» TASK DETAILS
Make a verbatim copy of the entries below; pictures stay out.

» Stored data
*** Block opens ***

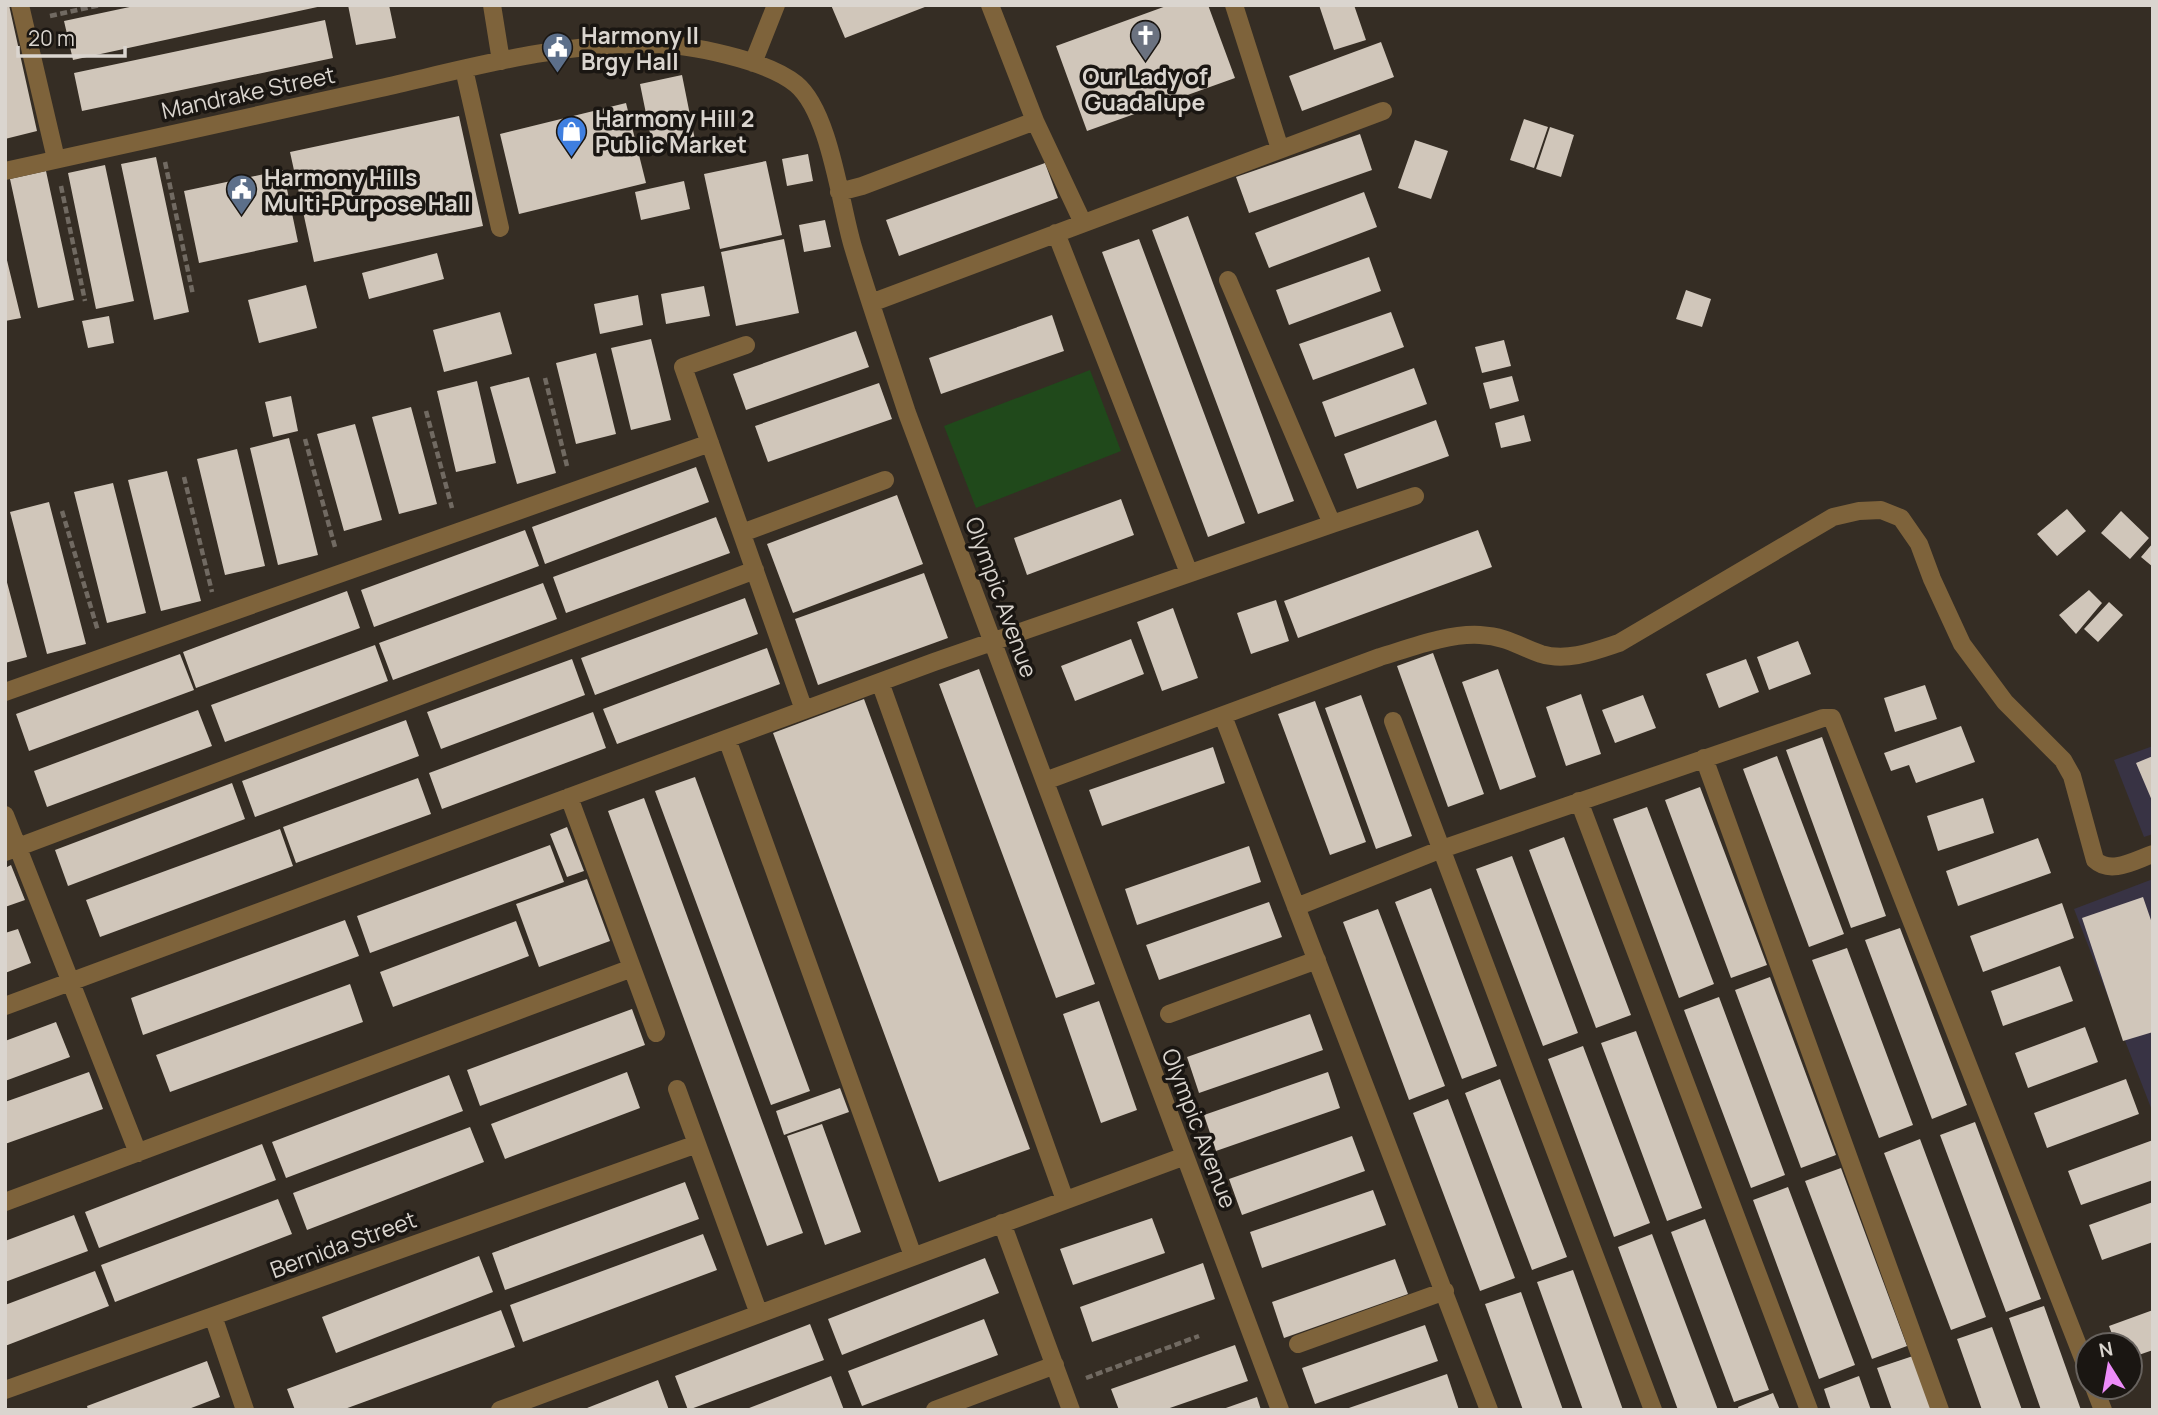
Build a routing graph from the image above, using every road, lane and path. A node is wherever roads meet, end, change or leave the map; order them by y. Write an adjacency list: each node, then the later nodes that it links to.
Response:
1 (100, 5): 6 (path)
2 (492, 5): 7 (street)
3 (776, 5): 8 (street)
4 (990, 5): 11 (street)
5 (1234, 5): 13 (street)
6 (22, 13): 14 (street)
7 (501, 61): 8 (street, Olympic Avenue); 9 (street, Mandrake Street)
8 (753, 64): 16 (street, Olympic Avenue)
9 (464, 69): 12 (street, Mandrake Street); 18 (street)
10 (1383, 111): 13 (street)
11 (1035, 121): 16 (street); 17 (street)
12 (160, 136): 14 (street, Mandrake Street); 21 (path)
13 (1280, 149): 17 (street)
14 (56, 159): 15 (street, Mandrake Street); 22 (path)
15 (5, 171)
16 (839, 192): 23 (street, Olympic Avenue)
17 (1083, 223): 19 (street)
18 (500, 228)
19 (1056, 233): 23 (street); 39 (street)
20 (1228, 280): 34 (street)
21 (193, 295)
22 (85, 301)
23 (871, 303): 41 (street, Olympic Avenue)
24 (746, 345): 28 (street)
25 (545, 378): 31 (path)
26 (426, 411): 35 (path)
27 (305, 439): 38 (path)
28 (710, 443): 31 (street); 36 (street)
29 (184, 477): 40 (path)
30 (885, 480): 36 (street)
31 (574, 491): 35 (street)
32 (1415, 496): 34 (street)
33 (62, 511): 42 (path)
34 (1332, 524): 39 (street)
35 (459, 532): 38 (street)
36 (742, 533): 37 (street)
37 (755, 570): 45 (street); 54 (street)
38 (342, 573): 40 (street)
39 (1189, 573): 41 (street)
40 (218, 616): 42 (street)
41 (993, 641): 43 (street); 50 (street, Olympic Avenue)
42 (105, 656): 44 (street)
43 (880, 682): 45 (street); 68 (street)
44 (5, 692)
45 (804, 710): 48 (street)
46 (1223, 716): 50 (street); 56 (street); 57 (street)
47 (1393, 721): 55 (street)
48 (727, 739): 51 (street); 71 (street)
49 (1704, 758): 52 (street); 75 (street); 89 (street)
50 (1045, 781): 67 (street, Olympic Avenue)
51 (569, 797): 59 (street); 60 (street)
52 (1579, 801): 55 (street); 88 (street)
53 (5, 815): 54 (street)
54 (12, 849): 60 (street)
55 (1442, 849): 57 (street); 87 (street)
56 (2153, 854)
57 (1296, 907): 58 (street)
58 (1317, 960): 62 (street); 72 (street)
59 (632, 968): 63 (street); 66 (street)
60 (71, 982): 61 (street); 66 (street)
61 (5, 1006)
62 (1169, 1014)
63 (656, 1033)
64 (677, 1089): 65 (street)
65 (696, 1144): 73 (street); 74 (street, Bernida Street)
66 (138, 1153): 69 (street)
67 (1185, 1156): 68 (street); 85 (street, Olympic Avenue)
68 (1065, 1200): 70 (street)
69 (5, 1202)
70 (1002, 1223): 71 (street); 78 (street)
71 (913, 1256): 73 (street)
72 (1445, 1291): 77 (street); 86 (street)
73 (759, 1314): 82 (street)
74 (213, 1316): 80 (street, Bernida Street); 81 (street)
75 (2074, 1335)
76 (1199, 1336): 79 (path)
77 (1298, 1344)
78 (1055, 1365): 79 (street); 83 (street)
79 (1063, 1387): 84 (street)
80 (5, 1390)
81 (245, 1410)
82 (500, 1410)
83 (935, 1410)
84 (1071, 1410)
85 (1280, 1410)
86 (1489, 1410)
87 (1653, 1410)
88 (1809, 1410)
89 (1940, 1410)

*** Block closes ***

» COMPLETED EXERCISE
Build a routing graph from the image above, using every road, lane and path. A node is wherever roads meet, end, change or leave the map; order them by y. Write an adjacency list: each node, then the later nodes that it links to.
Response:
1 (100, 5): 6 (path)
2 (492, 5): 7 (street)
3 (776, 5): 8 (street)
4 (990, 5): 11 (street)
5 (1234, 5): 13 (street)
6 (22, 13): 14 (street)
7 (501, 61): 8 (street, Olympic Avenue); 9 (street, Mandrake Street)
8 (753, 64): 16 (street, Olympic Avenue)
9 (464, 69): 12 (street, Mandrake Street); 18 (street)
10 (1383, 111): 13 (street)
11 (1035, 121): 16 (street); 17 (street)
12 (160, 136): 14 (street, Mandrake Street); 21 (path)
13 (1280, 149): 17 (street)
14 (56, 159): 15 (street, Mandrake Street); 22 (path)
15 (5, 171)
16 (839, 192): 23 (street, Olympic Avenue)
17 (1083, 223): 19 (street)
18 (500, 228)
19 (1056, 233): 23 (street); 39 (street)
20 (1228, 280): 34 (street)
21 (193, 295)
22 (85, 301)
23 (871, 303): 41 (street, Olympic Avenue)
24 (746, 345): 28 (street)
25 (545, 378): 31 (path)
26 (426, 411): 35 (path)
27 (305, 439): 38 (path)
28 (710, 443): 31 (street); 36 (street)
29 (184, 477): 40 (path)
30 (885, 480): 36 (street)
31 (574, 491): 35 (street)
32 (1415, 496): 34 (street)
33 (62, 511): 42 (path)
34 (1332, 524): 39 (street)
35 (459, 532): 38 (street)
36 (742, 533): 37 (street)
37 (755, 570): 45 (street); 54 (street)
38 (342, 573): 40 (street)
39 (1189, 573): 41 (street)
40 (218, 616): 42 (street)
41 (993, 641): 43 (street); 50 (street, Olympic Avenue)
42 (105, 656): 44 (street)
43 (880, 682): 45 (street); 68 (street)
44 (5, 692)
45 (804, 710): 48 (street)
46 (1223, 716): 50 (street); 56 (street); 57 (street)
47 (1393, 721): 55 (street)
48 (727, 739): 51 (street); 71 (street)
49 (1704, 758): 52 (street); 75 (street); 89 (street)
50 (1045, 781): 67 (street, Olympic Avenue)
51 (569, 797): 59 (street); 60 (street)
52 (1579, 801): 55 (street); 88 (street)
53 (5, 815): 54 (street)
54 (12, 849): 60 (street)
55 (1442, 849): 57 (street); 87 (street)
56 (2153, 854)
57 (1296, 907): 58 (street)
58 (1317, 960): 62 (street); 72 (street)
59 (632, 968): 63 (street); 66 (street)
60 (71, 982): 61 (street); 66 (street)
61 (5, 1006)
62 (1169, 1014)
63 (656, 1033)
64 (677, 1089): 65 (street)
65 (696, 1144): 73 (street); 74 (street, Bernida Street)
66 (138, 1153): 69 (street)
67 (1185, 1156): 68 (street); 85 (street, Olympic Avenue)
68 (1065, 1200): 70 (street)
69 (5, 1202)
70 (1002, 1223): 71 (street); 78 (street)
71 (913, 1256): 73 (street)
72 (1445, 1291): 77 (street); 86 (street)
73 (759, 1314): 82 (street)
74 (213, 1316): 80 (street, Bernida Street); 81 (street)
75 (2074, 1335)
76 (1199, 1336): 79 (path)
77 (1298, 1344)
78 (1055, 1365): 79 (street); 83 (street)
79 (1063, 1387): 84 (street)
80 (5, 1390)
81 (245, 1410)
82 (500, 1410)
83 (935, 1410)
84 (1071, 1410)
85 (1280, 1410)
86 (1489, 1410)
87 (1653, 1410)
88 (1809, 1410)
89 (1940, 1410)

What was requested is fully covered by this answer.